╭──
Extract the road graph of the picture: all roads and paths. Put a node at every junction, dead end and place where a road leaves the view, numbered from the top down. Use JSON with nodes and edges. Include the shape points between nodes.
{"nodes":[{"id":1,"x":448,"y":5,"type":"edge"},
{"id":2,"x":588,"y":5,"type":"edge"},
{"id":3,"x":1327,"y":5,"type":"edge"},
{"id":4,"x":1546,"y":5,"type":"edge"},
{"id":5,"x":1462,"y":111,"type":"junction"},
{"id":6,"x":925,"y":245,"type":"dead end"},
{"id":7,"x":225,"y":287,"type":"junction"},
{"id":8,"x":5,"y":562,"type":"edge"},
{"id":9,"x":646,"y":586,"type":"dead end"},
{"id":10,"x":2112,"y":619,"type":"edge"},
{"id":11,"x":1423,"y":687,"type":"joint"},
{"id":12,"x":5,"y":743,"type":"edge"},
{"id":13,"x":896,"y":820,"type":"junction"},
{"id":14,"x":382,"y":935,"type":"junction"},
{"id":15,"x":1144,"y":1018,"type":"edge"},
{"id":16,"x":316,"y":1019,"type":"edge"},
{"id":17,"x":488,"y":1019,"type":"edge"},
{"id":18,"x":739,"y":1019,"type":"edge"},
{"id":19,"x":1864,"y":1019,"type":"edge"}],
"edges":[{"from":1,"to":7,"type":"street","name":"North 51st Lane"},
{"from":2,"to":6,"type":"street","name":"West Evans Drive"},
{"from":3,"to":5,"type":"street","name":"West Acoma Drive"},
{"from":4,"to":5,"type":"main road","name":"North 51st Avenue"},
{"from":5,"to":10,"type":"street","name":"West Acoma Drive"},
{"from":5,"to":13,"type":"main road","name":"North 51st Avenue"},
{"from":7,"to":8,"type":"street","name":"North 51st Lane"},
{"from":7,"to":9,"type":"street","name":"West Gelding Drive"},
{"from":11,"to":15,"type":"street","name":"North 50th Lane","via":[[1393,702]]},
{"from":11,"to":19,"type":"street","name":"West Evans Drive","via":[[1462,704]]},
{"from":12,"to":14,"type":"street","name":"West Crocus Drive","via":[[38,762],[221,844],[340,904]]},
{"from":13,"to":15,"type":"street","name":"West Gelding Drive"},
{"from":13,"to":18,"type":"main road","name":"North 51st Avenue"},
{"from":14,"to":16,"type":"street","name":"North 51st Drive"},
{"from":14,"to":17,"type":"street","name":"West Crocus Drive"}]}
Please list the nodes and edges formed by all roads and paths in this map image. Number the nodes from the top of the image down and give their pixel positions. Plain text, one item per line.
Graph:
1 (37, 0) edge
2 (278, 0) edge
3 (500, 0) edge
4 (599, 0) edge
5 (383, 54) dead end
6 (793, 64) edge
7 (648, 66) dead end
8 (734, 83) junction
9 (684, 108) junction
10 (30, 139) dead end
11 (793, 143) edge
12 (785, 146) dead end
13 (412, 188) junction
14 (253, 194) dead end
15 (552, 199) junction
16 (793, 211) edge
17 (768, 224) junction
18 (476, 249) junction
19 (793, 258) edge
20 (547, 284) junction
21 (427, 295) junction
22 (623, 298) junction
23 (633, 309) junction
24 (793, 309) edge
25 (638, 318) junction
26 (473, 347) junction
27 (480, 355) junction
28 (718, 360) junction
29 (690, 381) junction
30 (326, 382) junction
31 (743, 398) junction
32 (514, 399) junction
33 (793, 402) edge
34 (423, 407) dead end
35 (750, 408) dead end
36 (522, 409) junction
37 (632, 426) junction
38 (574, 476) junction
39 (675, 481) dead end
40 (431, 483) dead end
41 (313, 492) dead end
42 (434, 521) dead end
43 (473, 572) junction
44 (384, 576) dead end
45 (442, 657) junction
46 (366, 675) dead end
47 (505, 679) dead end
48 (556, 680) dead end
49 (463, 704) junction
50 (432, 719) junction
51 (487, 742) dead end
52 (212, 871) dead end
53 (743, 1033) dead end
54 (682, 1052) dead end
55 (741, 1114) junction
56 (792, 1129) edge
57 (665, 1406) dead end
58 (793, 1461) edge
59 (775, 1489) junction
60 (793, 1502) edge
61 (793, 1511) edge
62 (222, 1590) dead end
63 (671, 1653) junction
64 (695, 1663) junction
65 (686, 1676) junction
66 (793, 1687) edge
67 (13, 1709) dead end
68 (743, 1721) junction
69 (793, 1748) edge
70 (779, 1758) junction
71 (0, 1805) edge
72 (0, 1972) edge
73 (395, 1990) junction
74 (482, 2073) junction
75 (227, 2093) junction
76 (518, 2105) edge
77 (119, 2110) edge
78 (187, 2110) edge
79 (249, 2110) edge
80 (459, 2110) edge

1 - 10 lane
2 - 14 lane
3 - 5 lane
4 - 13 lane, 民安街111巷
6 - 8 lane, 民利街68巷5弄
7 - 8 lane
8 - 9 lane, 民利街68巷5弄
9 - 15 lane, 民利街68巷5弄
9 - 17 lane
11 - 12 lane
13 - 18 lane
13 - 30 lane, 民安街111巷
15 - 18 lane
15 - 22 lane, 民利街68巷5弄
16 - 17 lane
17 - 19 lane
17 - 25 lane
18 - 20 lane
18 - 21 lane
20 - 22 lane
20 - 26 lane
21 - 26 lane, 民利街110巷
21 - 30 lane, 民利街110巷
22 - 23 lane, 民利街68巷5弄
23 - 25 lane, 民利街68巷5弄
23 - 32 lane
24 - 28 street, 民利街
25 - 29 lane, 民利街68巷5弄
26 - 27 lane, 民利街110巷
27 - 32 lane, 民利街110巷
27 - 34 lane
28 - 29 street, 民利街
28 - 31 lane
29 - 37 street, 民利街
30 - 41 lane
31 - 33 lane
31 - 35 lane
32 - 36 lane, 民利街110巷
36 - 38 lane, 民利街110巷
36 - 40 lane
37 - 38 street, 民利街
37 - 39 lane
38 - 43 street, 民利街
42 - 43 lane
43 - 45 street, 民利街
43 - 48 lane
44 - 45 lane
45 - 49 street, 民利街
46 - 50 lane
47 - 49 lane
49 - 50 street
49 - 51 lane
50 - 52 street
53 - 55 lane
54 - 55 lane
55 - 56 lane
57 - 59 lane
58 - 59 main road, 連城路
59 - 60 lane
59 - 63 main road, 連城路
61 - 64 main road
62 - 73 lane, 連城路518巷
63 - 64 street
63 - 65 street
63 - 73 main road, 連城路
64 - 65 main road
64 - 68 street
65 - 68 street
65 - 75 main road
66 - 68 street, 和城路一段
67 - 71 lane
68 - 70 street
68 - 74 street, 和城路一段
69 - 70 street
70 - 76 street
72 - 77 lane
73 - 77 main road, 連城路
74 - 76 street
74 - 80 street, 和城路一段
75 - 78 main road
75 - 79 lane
╰──
Exercise directions >> From the entries above, extract each line containing "main".

Expected output >>
{"from":4,"to":5,"type":"main road","name":"North 51st Avenue"},
{"from":5,"to":13,"type":"main road","name":"North 51st Avenue"},
{"from":13,"to":18,"type":"main road","name":"North 51st Avenue"},
58 - 59 main road, 連城路
59 - 63 main road, 連城路
61 - 64 main road
63 - 73 main road, 連城路
64 - 65 main road
65 - 75 main road
73 - 77 main road, 連城路
75 - 78 main road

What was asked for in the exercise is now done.